While Bryant and other social business leaders talk about moving social change from the edge through dedicated grassroots efforts, Huy and Shipilov suggest that we start with the middle.
To inject passion and manage inter-generational diversity, top executives should also think about co-opting a group of middle managers into using social media. In a previous research (see HBR article “In Praise of Middle Managers“), it has been found that co-opted middle managers who are trusted by their colleagues help executives implement innovative ideas because they know the “hot buttons” of their group.
It’s not as simple as “injecting” passion
There are a few fundamental assumptions that are going on here. First, Huy and Shipilov assume that we can simply “inject passion” into our organizations. While they reference John Hagel and John Seely Brown work, they miss the point that, as Hagel and Brown write,
We can pursue the passion that has lurked inside since our childhoods, bring it to the surface, and nurture it. This might mean that we redesign our careers, change fields, pursue reduced workloads, or develop the parts of our jobs that are truly meaningful and satisfying.
All this to say it’s difficult to inject a passion for accounting in someone whose real love in life is creative writing.
If you want to develop the passion of your workforce, you will most likely find that many people’s passions don’t line up with their job descriptions. If you want to increase passion among your workforce, you’re going to need to take a flexible approach to how you define job function (ideally this should start with your hiring practices; if you hire people who are passionate about what they do, there’s no need to inject it later). You will also need to take the time to help individuals focus on finding and developing what they enjoy doing in their current positions.
So it’s less like “injecting” and more like “cultivating.”
Co-opt less, Listen more
Secondly, the article seems to suggest that executives can simply co-opt middle managers to help them implement a defined plan.
While I agree that there should be a senior executive who is in charge of thinking horizontally across an organization, and while I agree that senior-level buy-in is vital, the process of change itself has to be informed and guided from the bottom up.
This means that executives must start not with co-opting, but with listening to their managers. What are their needs?

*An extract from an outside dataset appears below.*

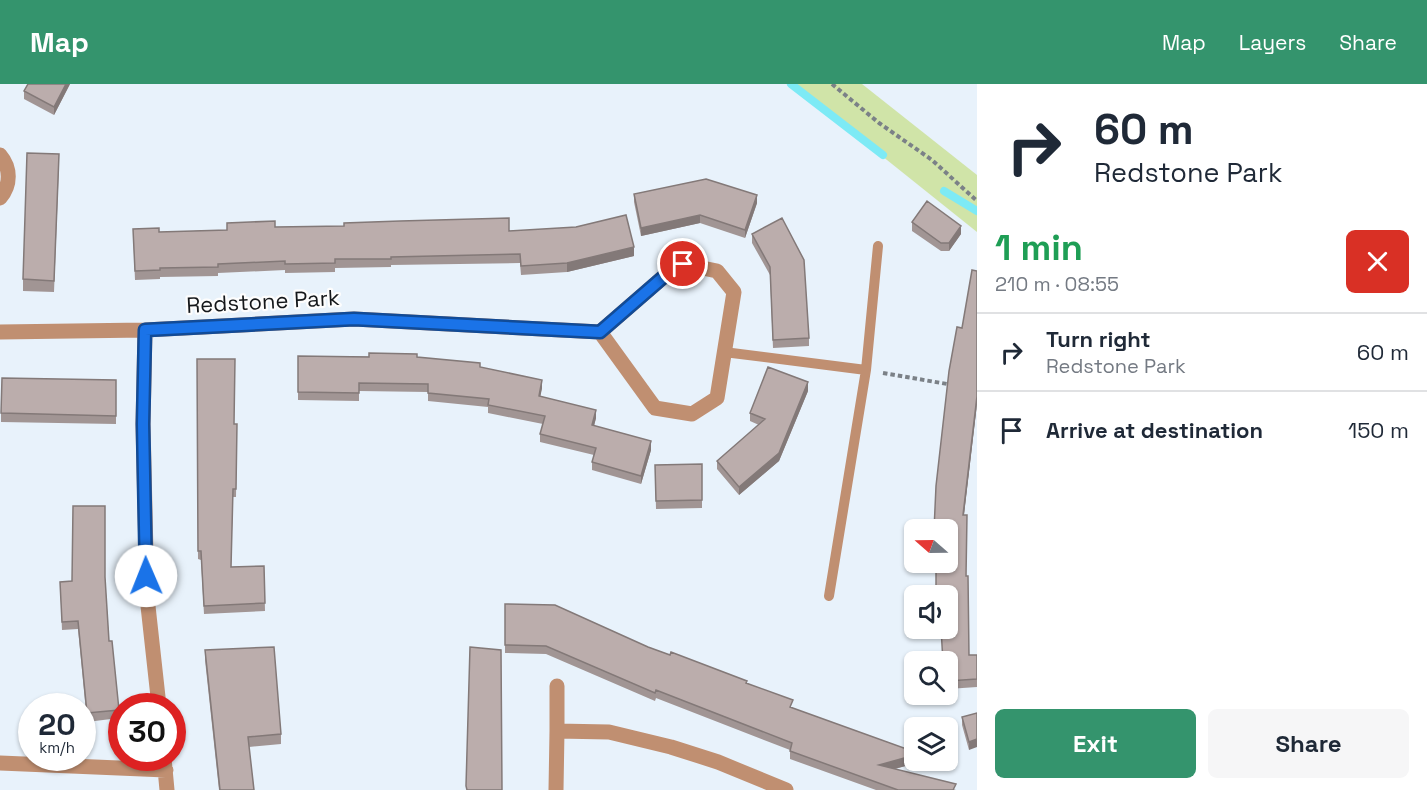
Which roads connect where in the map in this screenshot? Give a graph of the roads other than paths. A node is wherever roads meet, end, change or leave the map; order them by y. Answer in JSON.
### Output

What are their direct reports’ needs? How might those be solved, not by some group of social media buzzwords, but by altering work processes to make them inherently more social?
If the goal is to embrace the power of social interaction for the good of our organizations, then we must acknowledge that social organizations are flatter than industrial organizations. In social organizations, the value of the people doing work surpasses the work itself. In social organizations, the importance of title is second to the work that you actually can produce and your professional reputation for doing so.
This is to say that you can’t change an organization to be more social through the hierarchical methods just as you can’t interpret new paradigms with old ones (at least, that’s what Kuhn thought).
So what now?
As we go forward, it’s my hope that the first organizations who make the difficult switch from industrial enterprise to social business might give us a glimpse into what sorts of processes are successful in inacting such wide-sweeping change. Until then though, it seems like we should focus on investigating what’s different with this shift than other organizational shifts that preceeded it.
Because when we understand what the shift is really all about, then we can avoid the temptation to apply old systems to new processes, and we can increase our chances at success.